Only one stretch of the listing below is wanted. Give it again exactly, from the line with "845, 186, kFont4, SK_ColorWHITE);" through the line with "815, kFont7, SkColorSetRGB(69, 69, 69));".

===== THE RECORDS =====

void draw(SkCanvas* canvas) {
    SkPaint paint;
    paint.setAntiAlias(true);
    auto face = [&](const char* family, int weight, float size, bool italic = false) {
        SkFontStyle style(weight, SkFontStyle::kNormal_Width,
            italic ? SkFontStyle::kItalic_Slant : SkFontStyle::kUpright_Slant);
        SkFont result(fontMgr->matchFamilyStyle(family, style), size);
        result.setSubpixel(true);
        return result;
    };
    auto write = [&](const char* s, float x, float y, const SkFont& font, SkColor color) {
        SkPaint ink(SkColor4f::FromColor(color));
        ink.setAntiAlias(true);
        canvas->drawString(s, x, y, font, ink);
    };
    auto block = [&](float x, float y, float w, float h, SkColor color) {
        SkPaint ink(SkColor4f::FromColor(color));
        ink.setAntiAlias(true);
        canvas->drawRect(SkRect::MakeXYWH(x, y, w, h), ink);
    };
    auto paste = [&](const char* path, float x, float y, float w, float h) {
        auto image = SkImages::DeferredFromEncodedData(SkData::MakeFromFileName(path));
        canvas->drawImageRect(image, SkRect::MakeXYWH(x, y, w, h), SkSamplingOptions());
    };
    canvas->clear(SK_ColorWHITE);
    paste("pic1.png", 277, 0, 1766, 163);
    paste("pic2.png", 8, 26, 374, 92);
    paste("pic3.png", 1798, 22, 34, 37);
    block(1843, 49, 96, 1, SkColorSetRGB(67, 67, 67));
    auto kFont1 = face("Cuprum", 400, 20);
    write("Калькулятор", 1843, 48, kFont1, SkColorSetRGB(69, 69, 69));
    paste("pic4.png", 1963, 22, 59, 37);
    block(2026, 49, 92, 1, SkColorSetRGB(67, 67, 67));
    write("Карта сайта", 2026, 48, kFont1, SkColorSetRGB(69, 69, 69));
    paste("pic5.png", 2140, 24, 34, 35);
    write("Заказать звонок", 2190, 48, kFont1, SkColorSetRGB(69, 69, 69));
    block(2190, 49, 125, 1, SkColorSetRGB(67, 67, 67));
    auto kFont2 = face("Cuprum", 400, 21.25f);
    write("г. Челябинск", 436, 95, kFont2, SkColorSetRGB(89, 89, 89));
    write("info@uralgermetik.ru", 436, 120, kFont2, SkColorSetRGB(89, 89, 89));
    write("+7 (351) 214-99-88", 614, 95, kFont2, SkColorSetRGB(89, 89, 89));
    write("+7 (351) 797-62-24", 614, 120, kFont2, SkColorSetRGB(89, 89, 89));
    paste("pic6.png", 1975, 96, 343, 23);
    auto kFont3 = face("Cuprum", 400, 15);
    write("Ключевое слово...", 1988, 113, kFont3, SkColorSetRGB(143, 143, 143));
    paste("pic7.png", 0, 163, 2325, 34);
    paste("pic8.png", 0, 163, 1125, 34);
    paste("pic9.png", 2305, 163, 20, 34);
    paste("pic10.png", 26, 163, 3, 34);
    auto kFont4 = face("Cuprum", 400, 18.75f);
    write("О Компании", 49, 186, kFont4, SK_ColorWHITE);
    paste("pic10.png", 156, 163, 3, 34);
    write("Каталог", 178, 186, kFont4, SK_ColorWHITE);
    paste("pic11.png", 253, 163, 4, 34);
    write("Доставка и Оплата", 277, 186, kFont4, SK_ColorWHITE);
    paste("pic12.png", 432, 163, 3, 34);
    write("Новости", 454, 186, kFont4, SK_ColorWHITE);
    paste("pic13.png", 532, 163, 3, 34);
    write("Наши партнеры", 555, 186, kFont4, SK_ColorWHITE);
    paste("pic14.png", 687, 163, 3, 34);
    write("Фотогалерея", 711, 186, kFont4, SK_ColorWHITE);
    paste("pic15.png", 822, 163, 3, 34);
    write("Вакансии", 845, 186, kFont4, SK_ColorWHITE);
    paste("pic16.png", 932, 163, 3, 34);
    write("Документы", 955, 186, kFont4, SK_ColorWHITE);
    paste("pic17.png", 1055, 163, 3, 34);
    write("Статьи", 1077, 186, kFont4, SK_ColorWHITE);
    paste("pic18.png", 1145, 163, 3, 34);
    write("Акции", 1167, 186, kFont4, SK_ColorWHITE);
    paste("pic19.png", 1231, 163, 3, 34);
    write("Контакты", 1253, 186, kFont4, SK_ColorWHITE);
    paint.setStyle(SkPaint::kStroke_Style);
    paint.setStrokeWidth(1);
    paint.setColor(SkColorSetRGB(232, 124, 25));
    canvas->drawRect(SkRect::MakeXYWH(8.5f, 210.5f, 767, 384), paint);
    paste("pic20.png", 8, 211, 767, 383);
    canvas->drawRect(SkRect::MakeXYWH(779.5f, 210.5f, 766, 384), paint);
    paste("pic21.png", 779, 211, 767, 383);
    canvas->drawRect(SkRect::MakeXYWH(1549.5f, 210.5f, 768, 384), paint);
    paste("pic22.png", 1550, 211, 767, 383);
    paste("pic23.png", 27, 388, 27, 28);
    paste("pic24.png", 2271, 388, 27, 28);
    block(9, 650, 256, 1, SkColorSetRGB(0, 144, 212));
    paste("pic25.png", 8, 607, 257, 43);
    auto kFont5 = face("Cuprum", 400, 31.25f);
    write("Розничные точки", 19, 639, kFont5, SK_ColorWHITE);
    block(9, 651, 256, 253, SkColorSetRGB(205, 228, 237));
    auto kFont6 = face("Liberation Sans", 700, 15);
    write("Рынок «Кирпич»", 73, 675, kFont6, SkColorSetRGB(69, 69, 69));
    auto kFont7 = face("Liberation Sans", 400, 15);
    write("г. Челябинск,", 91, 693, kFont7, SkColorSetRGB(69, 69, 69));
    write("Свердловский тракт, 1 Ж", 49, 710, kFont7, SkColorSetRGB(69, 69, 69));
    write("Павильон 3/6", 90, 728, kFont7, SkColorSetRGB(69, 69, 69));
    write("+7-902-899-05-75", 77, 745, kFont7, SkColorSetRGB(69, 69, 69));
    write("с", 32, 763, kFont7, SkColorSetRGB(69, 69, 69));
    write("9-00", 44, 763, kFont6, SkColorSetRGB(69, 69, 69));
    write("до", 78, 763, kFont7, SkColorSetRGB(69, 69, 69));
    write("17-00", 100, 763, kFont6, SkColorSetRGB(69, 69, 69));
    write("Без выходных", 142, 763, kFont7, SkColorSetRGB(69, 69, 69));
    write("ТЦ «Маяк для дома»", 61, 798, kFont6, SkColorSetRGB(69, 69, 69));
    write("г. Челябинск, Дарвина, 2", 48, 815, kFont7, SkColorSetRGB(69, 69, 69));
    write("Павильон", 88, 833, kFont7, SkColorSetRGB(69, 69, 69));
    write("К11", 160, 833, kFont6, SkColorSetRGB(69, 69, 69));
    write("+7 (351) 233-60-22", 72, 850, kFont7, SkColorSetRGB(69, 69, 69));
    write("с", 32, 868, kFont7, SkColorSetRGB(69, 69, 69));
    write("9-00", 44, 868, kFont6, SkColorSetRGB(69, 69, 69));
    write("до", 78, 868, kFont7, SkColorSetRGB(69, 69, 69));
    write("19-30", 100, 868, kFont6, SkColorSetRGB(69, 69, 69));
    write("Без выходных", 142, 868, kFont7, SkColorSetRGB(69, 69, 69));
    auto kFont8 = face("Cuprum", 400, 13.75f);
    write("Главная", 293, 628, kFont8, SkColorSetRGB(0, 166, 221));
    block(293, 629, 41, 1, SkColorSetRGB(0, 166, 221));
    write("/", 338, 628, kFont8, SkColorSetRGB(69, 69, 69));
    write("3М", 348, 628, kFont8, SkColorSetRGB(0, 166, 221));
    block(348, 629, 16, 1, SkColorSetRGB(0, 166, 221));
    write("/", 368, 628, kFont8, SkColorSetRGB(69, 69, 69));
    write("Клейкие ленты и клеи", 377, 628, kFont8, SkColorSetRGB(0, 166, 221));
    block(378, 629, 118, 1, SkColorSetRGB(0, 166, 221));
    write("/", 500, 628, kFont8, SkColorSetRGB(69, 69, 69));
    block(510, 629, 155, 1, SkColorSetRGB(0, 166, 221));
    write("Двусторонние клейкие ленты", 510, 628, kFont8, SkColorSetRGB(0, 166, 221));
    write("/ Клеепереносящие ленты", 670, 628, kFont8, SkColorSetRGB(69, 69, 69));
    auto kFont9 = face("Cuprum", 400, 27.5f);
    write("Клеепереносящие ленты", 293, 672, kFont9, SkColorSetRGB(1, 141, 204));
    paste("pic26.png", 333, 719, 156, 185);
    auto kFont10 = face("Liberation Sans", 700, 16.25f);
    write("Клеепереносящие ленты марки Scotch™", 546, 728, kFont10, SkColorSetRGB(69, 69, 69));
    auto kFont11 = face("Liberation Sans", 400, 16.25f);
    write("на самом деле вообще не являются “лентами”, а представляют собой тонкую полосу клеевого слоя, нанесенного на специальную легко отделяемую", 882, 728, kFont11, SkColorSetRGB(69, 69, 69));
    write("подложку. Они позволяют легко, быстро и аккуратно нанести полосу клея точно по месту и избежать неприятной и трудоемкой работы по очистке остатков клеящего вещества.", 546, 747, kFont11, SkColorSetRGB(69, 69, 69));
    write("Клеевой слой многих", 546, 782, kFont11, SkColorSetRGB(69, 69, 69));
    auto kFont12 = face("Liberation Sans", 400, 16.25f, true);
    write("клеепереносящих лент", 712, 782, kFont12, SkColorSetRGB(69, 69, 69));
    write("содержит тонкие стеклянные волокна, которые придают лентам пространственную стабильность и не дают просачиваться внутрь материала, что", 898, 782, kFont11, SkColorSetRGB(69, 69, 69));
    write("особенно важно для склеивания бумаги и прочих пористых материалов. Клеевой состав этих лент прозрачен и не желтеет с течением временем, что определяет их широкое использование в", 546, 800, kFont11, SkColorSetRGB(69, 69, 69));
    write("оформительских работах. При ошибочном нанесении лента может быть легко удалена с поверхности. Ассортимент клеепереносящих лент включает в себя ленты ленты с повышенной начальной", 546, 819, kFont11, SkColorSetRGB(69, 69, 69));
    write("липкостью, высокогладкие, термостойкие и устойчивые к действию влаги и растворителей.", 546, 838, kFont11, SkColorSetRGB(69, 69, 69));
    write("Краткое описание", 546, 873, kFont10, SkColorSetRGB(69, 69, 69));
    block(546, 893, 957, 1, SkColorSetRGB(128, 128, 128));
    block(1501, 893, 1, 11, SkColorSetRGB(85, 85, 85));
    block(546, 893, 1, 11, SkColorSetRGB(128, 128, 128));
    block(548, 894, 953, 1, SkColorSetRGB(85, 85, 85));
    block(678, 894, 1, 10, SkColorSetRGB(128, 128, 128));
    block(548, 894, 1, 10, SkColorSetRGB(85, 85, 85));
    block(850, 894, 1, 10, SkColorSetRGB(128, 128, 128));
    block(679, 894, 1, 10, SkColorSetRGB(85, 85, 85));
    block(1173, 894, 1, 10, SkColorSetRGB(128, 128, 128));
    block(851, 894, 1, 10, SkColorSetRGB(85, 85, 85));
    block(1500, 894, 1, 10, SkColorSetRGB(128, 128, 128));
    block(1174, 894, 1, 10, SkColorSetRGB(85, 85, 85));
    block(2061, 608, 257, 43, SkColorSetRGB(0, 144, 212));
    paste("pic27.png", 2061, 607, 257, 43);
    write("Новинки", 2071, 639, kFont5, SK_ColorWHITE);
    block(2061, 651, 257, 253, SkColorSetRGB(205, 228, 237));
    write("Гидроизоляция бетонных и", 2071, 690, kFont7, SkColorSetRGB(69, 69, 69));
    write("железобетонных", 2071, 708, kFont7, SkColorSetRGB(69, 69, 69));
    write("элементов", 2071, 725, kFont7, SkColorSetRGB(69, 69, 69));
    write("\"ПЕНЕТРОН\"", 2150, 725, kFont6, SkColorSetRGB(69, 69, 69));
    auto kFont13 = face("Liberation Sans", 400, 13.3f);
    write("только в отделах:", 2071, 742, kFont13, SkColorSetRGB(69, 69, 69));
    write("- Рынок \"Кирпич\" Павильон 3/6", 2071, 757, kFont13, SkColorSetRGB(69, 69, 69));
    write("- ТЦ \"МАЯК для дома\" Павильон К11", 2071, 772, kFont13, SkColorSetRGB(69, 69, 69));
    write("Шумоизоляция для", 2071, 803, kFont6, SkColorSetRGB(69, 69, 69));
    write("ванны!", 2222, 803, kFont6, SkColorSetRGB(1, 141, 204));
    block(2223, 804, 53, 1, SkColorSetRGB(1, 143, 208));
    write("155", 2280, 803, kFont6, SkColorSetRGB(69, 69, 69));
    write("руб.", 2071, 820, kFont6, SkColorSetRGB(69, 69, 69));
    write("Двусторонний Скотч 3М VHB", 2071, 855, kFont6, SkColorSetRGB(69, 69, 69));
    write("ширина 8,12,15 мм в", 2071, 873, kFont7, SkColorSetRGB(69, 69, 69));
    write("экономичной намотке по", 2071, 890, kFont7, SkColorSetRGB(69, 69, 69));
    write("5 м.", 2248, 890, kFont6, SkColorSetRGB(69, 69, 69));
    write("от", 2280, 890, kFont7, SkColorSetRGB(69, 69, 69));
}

=====

** RESPONSE TO THE EXERCISE **
    write("Вакансии", 845, 186, kFont4, SK_ColorWHITE);
    paste("pic16.png", 932, 163, 3, 34);
    write("Документы", 955, 186, kFont4, SK_ColorWHITE);
    paste("pic17.png", 1055, 163, 3, 34);
    write("Статьи", 1077, 186, kFont4, SK_ColorWHITE);
    paste("pic18.png", 1145, 163, 3, 34);
    write("Акции", 1167, 186, kFont4, SK_ColorWHITE);
    paste("pic19.png", 1231, 163, 3, 34);
    write("Контакты", 1253, 186, kFont4, SK_ColorWHITE);
    paint.setStyle(SkPaint::kStroke_Style);
    paint.setStrokeWidth(1);
    paint.setColor(SkColorSetRGB(232, 124, 25));
    canvas->drawRect(SkRect::MakeXYWH(8.5f, 210.5f, 767, 384), paint);
    paste("pic20.png", 8, 211, 767, 383);
    canvas->drawRect(SkRect::MakeXYWH(779.5f, 210.5f, 766, 384), paint);
    paste("pic21.png", 779, 211, 767, 383);
    canvas->drawRect(SkRect::MakeXYWH(1549.5f, 210.5f, 768, 384), paint);
    paste("pic22.png", 1550, 211, 767, 383);
    paste("pic23.png", 27, 388, 27, 28);
    paste("pic24.png", 2271, 388, 27, 28);
    block(9, 650, 256, 1, SkColorSetRGB(0, 144, 212));
    paste("pic25.png", 8, 607, 257, 43);
    auto kFont5 = face("Cuprum", 400, 31.25f);
    write("Розничные точки", 19, 639, kFont5, SK_ColorWHITE);
    block(9, 651, 256, 253, SkColorSetRGB(205, 228, 237));
    auto kFont6 = face("Liberation Sans", 700, 15);
    write("Рынок «Кирпич»", 73, 675, kFont6, SkColorSetRGB(69, 69, 69));
    auto kFont7 = face("Liberation Sans", 400, 15);
    write("г. Челябинск,", 91, 693, kFont7, SkColorSetRGB(69, 69, 69));
    write("Свердловский тракт, 1 Ж", 49, 710, kFont7, SkColorSetRGB(69, 69, 69));
    write("Павильон 3/6", 90, 728, kFont7, SkColorSetRGB(69, 69, 69));
    write("+7-902-899-05-75", 77, 745, kFont7, SkColorSetRGB(69, 69, 69));
    write("с", 32, 763, kFont7, SkColorSetRGB(69, 69, 69));
    write("9-00", 44, 763, kFont6, SkColorSetRGB(69, 69, 69));
    write("до", 78, 763, kFont7, SkColorSetRGB(69, 69, 69));
    write("17-00", 100, 763, kFont6, SkColorSetRGB(69, 69, 69));
    write("Без выходных", 142, 763, kFont7, SkColorSetRGB(69, 69, 69));
    write("ТЦ «Маяк для дома»", 61, 798, kFont6, SkColorSetRGB(69, 69, 69));
    write("г. Челябинск, Дарвина, 2", 48, 815, kFont7, SkColorSetRGB(69, 69, 69));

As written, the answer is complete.